OpenBSD does not document the specifics of how the source-hash option determines the NAT gateway IP address given an internal IP (at least as far as I know), which is a pity since there are a number of situations where you want to be able to determine this for yourself. Instead you are left to reverse engineer the relevant kernel code.

Let me save you the time. Here is how it works, at least as of OpenBSD 3.x and 4.x and IPv4 addresses. The whole process uses three things: the internal IP address, the CIDR netblock of the NAT pool (split into the IP and the netmask), and the source-hash's key. Source hash keys are 128 bits, but the IPv4 hashing algorithm only uses the first 96 bits.

(As the manpage says, if you don't specify a key pfctl will make up a random key every time you reload pf.conf. If you care about doing post-facto mapping yourself, you will want to specify a static key.)

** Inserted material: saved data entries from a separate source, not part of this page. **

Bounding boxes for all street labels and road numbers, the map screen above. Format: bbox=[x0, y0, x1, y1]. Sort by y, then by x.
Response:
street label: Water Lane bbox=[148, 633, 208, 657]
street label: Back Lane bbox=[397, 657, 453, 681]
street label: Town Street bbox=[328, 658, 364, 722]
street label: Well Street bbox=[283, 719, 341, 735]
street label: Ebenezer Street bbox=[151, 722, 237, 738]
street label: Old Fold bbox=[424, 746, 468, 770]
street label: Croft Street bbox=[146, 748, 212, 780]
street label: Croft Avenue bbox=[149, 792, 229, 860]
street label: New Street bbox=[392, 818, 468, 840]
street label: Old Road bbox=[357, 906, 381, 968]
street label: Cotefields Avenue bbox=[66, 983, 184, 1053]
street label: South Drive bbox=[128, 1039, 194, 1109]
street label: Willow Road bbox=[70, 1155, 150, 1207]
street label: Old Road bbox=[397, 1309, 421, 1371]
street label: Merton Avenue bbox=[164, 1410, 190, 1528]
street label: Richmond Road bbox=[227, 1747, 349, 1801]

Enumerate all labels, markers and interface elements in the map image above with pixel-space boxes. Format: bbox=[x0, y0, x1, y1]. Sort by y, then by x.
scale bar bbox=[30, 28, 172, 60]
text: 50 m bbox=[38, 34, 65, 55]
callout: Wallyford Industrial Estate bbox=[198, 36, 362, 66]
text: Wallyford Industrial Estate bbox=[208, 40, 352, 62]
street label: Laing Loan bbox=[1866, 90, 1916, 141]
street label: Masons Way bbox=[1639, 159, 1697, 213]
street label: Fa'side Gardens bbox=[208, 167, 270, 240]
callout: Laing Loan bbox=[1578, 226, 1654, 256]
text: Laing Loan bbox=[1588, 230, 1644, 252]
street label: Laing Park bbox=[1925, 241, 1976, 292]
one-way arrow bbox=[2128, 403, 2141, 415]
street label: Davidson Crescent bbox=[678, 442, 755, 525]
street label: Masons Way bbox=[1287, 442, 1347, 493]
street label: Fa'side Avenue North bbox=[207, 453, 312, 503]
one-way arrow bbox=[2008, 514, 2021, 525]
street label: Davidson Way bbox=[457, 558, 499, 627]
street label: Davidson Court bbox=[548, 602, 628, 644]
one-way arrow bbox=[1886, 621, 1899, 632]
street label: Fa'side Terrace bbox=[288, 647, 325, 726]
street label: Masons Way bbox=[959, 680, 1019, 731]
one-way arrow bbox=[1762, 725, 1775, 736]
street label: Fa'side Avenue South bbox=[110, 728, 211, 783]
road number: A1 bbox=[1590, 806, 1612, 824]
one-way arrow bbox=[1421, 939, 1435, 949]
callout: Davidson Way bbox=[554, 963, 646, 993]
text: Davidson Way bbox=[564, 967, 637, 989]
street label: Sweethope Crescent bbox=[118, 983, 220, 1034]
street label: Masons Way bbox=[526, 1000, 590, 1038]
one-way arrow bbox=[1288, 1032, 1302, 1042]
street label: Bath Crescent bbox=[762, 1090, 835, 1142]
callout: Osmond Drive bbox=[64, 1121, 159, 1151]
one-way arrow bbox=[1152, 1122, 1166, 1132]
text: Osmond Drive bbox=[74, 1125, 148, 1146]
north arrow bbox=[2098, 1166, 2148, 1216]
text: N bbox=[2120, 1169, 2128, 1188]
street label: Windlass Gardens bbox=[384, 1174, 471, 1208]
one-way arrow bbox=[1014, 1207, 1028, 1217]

The overview: the internal IP address is hashed together with the first 96 bits of the key, generating a 32-bit hash result. However many (logical) low order bits of that hash result as necessary are then used to fill in the host portion of the NAT pool CIDR to get the gateway IP address.

(Assuming a strong hash, all of the bits of the result should be evenly distributed, low order bits included, so internal IPs will be spread evenly over the NAT pool.)

The actual code has some complications. First, the internal IP address, the NAT pool base IP, and the NAT pool netmask are all in network byte order. Source-hash keys are written as 32 hex characters, but are stored and used in the code as four 32-bit words (IPv4 hashing uses words 0 through 2); word 0 is the leftmost 8 characters of a printed key, in host byte order.

Finally, the hashing function used for this is a custom one. The setup code is in pf_hash(), currently found in pf_lb.c; the guts of the custom hash function are in the mix() macro. All of the hashing code uses unsigned 32-bit arithmetic and definitely counts on all of the usual rollover artifacts from it. Because this is a custom hash, you will have to copy the code from pf_lb.c and translate it into your favorite language, or at least remove all of the kernel-isms from it and put some scaffolding around it.

(When reading and translating the code, note that all of the addr32 and key32 structure elements are unsigned 32-bit integers. Because IPv4 addresses are only 32 bits long anyways, addr32[0] means the whole internal IP address, pool base address, or pool netmask, always in network byte order. key32[0] is word 0 of the key, as discussed above.)

Combining the hash result with everything else is done in pf_poolmask(), currently found in pf.c, which uses the NAT pool base IP, the netmask, and the hash result. While the code is complicated by OpenBSD kernel data structures and variable naming, it boils down to:

gwip = (paddr & pmask) | (invert(pmask) & hashresult)

(where invert(pmask) inverts the pool network mask so that it is all 1s in the host portion and all 0s in the network portion, ie it is 'pmask ^ 0xffffffff'.)

Doing this reverse engineering for IPv6 is left as an exercise to someone who is actually using IPv6 and needs this.

When I was doing this I used Python, which worked fine once I sorted out the unsigned 32-bit arithmetic issues and realized things had to be in network byte order. You will definitely want to test your code against reality to make sure that it works. (If there is any interest, I can clean my code up and make it available somewhere.)